Repeat the listing in full, word for word.

========

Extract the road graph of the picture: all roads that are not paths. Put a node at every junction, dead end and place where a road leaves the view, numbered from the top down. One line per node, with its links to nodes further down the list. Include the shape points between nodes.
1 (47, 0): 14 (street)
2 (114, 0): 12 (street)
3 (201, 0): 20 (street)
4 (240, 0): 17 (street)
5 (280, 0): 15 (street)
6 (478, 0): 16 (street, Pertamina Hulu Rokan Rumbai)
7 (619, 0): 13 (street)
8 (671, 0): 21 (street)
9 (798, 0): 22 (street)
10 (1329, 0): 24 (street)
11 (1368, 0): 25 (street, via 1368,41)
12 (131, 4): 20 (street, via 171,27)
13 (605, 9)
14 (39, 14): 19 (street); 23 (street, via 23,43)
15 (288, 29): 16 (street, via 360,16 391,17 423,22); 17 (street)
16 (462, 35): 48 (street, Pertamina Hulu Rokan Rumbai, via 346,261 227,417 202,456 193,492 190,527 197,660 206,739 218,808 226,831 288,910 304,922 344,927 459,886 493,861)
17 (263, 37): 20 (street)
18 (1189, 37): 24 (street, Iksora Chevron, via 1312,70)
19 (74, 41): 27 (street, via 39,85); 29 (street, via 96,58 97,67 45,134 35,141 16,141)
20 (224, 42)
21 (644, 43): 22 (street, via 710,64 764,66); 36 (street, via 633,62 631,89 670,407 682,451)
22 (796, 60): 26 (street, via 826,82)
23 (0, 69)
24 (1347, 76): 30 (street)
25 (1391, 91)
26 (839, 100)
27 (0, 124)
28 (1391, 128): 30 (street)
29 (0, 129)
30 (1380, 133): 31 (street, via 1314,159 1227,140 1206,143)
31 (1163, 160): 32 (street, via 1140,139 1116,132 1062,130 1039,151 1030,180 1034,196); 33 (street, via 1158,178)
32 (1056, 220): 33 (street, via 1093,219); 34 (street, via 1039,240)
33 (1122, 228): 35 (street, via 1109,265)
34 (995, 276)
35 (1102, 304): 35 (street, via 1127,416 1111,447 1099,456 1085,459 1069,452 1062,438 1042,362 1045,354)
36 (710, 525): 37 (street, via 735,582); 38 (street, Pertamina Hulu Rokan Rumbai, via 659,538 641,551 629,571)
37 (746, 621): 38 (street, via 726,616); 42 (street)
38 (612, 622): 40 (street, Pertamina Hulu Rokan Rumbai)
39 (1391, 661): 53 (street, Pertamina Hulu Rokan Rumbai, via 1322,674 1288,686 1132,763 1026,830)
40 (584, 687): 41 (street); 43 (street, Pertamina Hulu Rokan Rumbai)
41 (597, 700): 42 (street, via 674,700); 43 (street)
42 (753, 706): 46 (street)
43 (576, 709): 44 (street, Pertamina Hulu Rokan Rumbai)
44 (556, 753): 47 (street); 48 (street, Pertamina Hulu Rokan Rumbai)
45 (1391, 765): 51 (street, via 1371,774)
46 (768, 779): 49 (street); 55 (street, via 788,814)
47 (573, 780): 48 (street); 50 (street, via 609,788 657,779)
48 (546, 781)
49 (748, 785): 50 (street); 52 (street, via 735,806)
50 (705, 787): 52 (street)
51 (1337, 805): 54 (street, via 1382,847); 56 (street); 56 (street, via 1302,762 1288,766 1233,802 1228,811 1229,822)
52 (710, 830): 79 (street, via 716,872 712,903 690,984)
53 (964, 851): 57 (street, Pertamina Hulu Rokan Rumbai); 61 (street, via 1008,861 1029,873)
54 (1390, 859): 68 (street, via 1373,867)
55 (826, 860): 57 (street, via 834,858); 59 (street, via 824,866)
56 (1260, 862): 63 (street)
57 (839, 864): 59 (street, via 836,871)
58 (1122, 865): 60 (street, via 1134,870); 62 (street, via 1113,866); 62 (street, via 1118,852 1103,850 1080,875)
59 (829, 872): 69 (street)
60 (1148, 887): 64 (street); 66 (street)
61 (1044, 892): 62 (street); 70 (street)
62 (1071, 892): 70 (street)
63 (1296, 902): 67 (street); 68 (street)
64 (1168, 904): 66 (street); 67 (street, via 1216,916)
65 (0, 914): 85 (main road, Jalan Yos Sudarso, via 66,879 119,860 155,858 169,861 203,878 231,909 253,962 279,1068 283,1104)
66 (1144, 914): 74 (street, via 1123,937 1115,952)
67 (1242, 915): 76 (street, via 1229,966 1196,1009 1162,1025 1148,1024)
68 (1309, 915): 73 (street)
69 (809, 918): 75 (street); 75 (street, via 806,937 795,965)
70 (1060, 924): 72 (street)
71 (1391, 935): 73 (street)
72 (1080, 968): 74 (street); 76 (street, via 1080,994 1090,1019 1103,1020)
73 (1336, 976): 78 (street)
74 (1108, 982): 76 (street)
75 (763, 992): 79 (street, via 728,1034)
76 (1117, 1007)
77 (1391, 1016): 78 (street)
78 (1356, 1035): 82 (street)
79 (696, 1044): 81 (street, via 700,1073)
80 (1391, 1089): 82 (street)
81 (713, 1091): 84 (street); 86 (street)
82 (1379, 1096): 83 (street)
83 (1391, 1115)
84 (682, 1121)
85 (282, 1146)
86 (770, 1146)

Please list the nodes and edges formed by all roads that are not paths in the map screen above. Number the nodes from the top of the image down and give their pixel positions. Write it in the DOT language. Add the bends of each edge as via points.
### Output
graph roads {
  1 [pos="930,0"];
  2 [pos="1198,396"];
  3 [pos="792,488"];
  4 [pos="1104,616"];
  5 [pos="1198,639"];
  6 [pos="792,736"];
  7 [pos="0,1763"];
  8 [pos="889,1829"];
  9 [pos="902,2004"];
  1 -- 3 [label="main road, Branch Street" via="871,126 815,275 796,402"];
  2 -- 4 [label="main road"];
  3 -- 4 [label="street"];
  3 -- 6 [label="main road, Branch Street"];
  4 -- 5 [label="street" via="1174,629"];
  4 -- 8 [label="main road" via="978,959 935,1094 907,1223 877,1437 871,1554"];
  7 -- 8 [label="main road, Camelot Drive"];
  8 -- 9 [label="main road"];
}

========

## [Exercise response]
Extract the road graph of the picture: all roads that are not paths. Put a node at every junction, dead end and place where a road leaves the view, numbered from the top down. One line per node, with its links to nodes further down the list. Include the shape points between nodes.
1 (47, 0): 14 (street)
2 (114, 0): 12 (street)
3 (201, 0): 20 (street)
4 (240, 0): 17 (street)
5 (280, 0): 15 (street)
6 (478, 0): 16 (street, Pertamina Hulu Rokan Rumbai)
7 (619, 0): 13 (street)
8 (671, 0): 21 (street)
9 (798, 0): 22 (street)
10 (1329, 0): 24 (street)
11 (1368, 0): 25 (street, via 1368,41)
12 (131, 4): 20 (street, via 171,27)
13 (605, 9)
14 (39, 14): 19 (street); 23 (street, via 23,43)
15 (288, 29): 16 (street, via 360,16 391,17 423,22); 17 (street)
16 (462, 35): 48 (street, Pertamina Hulu Rokan Rumbai, via 346,261 227,417 202,456 193,492 190,527 197,660 206,739 218,808 226,831 288,910 304,922 344,927 459,886 493,861)
17 (263, 37): 20 (street)
18 (1189, 37): 24 (street, Iksora Chevron, via 1312,70)
19 (74, 41): 27 (street, via 39,85); 29 (street, via 96,58 97,67 45,134 35,141 16,141)
20 (224, 42)
21 (644, 43): 22 (street, via 710,64 764,66); 36 (street, via 633,62 631,89 670,407 682,451)
22 (796, 60): 26 (street, via 826,82)
23 (0, 69)
24 (1347, 76): 30 (street)
25 (1391, 91)
26 (839, 100)
27 (0, 124)
28 (1391, 128): 30 (street)
29 (0, 129)
30 (1380, 133): 31 (street, via 1314,159 1227,140 1206,143)
31 (1163, 160): 32 (street, via 1140,139 1116,132 1062,130 1039,151 1030,180 1034,196); 33 (street, via 1158,178)
32 (1056, 220): 33 (street, via 1093,219); 34 (street, via 1039,240)
33 (1122, 228): 35 (street, via 1109,265)
34 (995, 276)
35 (1102, 304): 35 (street, via 1127,416 1111,447 1099,456 1085,459 1069,452 1062,438 1042,362 1045,354)
36 (710, 525): 37 (street, via 735,582); 38 (street, Pertamina Hulu Rokan Rumbai, via 659,538 641,551 629,571)
37 (746, 621): 38 (street, via 726,616); 42 (street)
38 (612, 622): 40 (street, Pertamina Hulu Rokan Rumbai)
39 (1391, 661): 53 (street, Pertamina Hulu Rokan Rumbai, via 1322,674 1288,686 1132,763 1026,830)
40 (584, 687): 41 (street); 43 (street, Pertamina Hulu Rokan Rumbai)
41 (597, 700): 42 (street, via 674,700); 43 (street)
42 (753, 706): 46 (street)
43 (576, 709): 44 (street, Pertamina Hulu Rokan Rumbai)
44 (556, 753): 47 (street); 48 (street, Pertamina Hulu Rokan Rumbai)
45 (1391, 765): 51 (street, via 1371,774)
46 (768, 779): 49 (street); 55 (street, via 788,814)
47 (573, 780): 48 (street); 50 (street, via 609,788 657,779)
48 (546, 781)
49 (748, 785): 50 (street); 52 (street, via 735,806)
50 (705, 787): 52 (street)
51 (1337, 805): 54 (street, via 1382,847); 56 (street); 56 (street, via 1302,762 1288,766 1233,802 1228,811 1229,822)
52 (710, 830): 79 (street, via 716,872 712,903 690,984)
53 (964, 851): 57 (street, Pertamina Hulu Rokan Rumbai); 61 (street, via 1008,861 1029,873)
54 (1390, 859): 68 (street, via 1373,867)
55 (826, 860): 57 (street, via 834,858); 59 (street, via 824,866)
56 (1260, 862): 63 (street)
57 (839, 864): 59 (street, via 836,871)
58 (1122, 865): 60 (street, via 1134,870); 62 (street, via 1113,866); 62 (street, via 1118,852 1103,850 1080,875)
59 (829, 872): 69 (street)
60 (1148, 887): 64 (street); 66 (street)
61 (1044, 892): 62 (street); 70 (street)
62 (1071, 892): 70 (street)
63 (1296, 902): 67 (street); 68 (street)
64 (1168, 904): 66 (street); 67 (street, via 1216,916)
65 (0, 914): 85 (main road, Jalan Yos Sudarso, via 66,879 119,860 155,858 169,861 203,878 231,909 253,962 279,1068 283,1104)
66 (1144, 914): 74 (street, via 1123,937 1115,952)
67 (1242, 915): 76 (street, via 1229,966 1196,1009 1162,1025 1148,1024)
68 (1309, 915): 73 (street)
69 (809, 918): 75 (street); 75 (street, via 806,937 795,965)
70 (1060, 924): 72 (street)
71 (1391, 935): 73 (street)
72 (1080, 968): 74 (street); 76 (street, via 1080,994 1090,1019 1103,1020)
73 (1336, 976): 78 (street)
74 (1108, 982): 76 (street)
75 (763, 992): 79 (street, via 728,1034)
76 (1117, 1007)
77 (1391, 1016): 78 (street)
78 (1356, 1035): 82 (street)
79 (696, 1044): 81 (street, via 700,1073)
80 (1391, 1089): 82 (street)
81 (713, 1091): 84 (street); 86 (street)
82 (1379, 1096): 83 (street)
83 (1391, 1115)
84 (682, 1121)
85 (282, 1146)
86 (770, 1146)

Please list the nodes and edges formed by all roads that are not paths in the map screen above. Number the nodes from the top of the image down and give their pixel positions. Write it in the DOT language. Add the bends of each edge as via points.
### Output
graph roads {
  1 [pos="930,0"];
  2 [pos="1198,396"];
  3 [pos="792,488"];
  4 [pos="1104,616"];
  5 [pos="1198,639"];
  6 [pos="792,736"];
  7 [pos="0,1763"];
  8 [pos="889,1829"];
  9 [pos="902,2004"];
  1 -- 3 [label="main road, Branch Street" via="871,126 815,275 796,402"];
  2 -- 4 [label="main road"];
  3 -- 4 [label="street"];
  3 -- 6 [label="main road, Branch Street"];
  4 -- 5 [label="street" via="1174,629"];
  4 -- 8 [label="main road" via="978,959 935,1094 907,1223 877,1437 871,1554"];
  7 -- 8 [label="main road, Camelot Drive"];
  8 -- 9 [label="main road"];
}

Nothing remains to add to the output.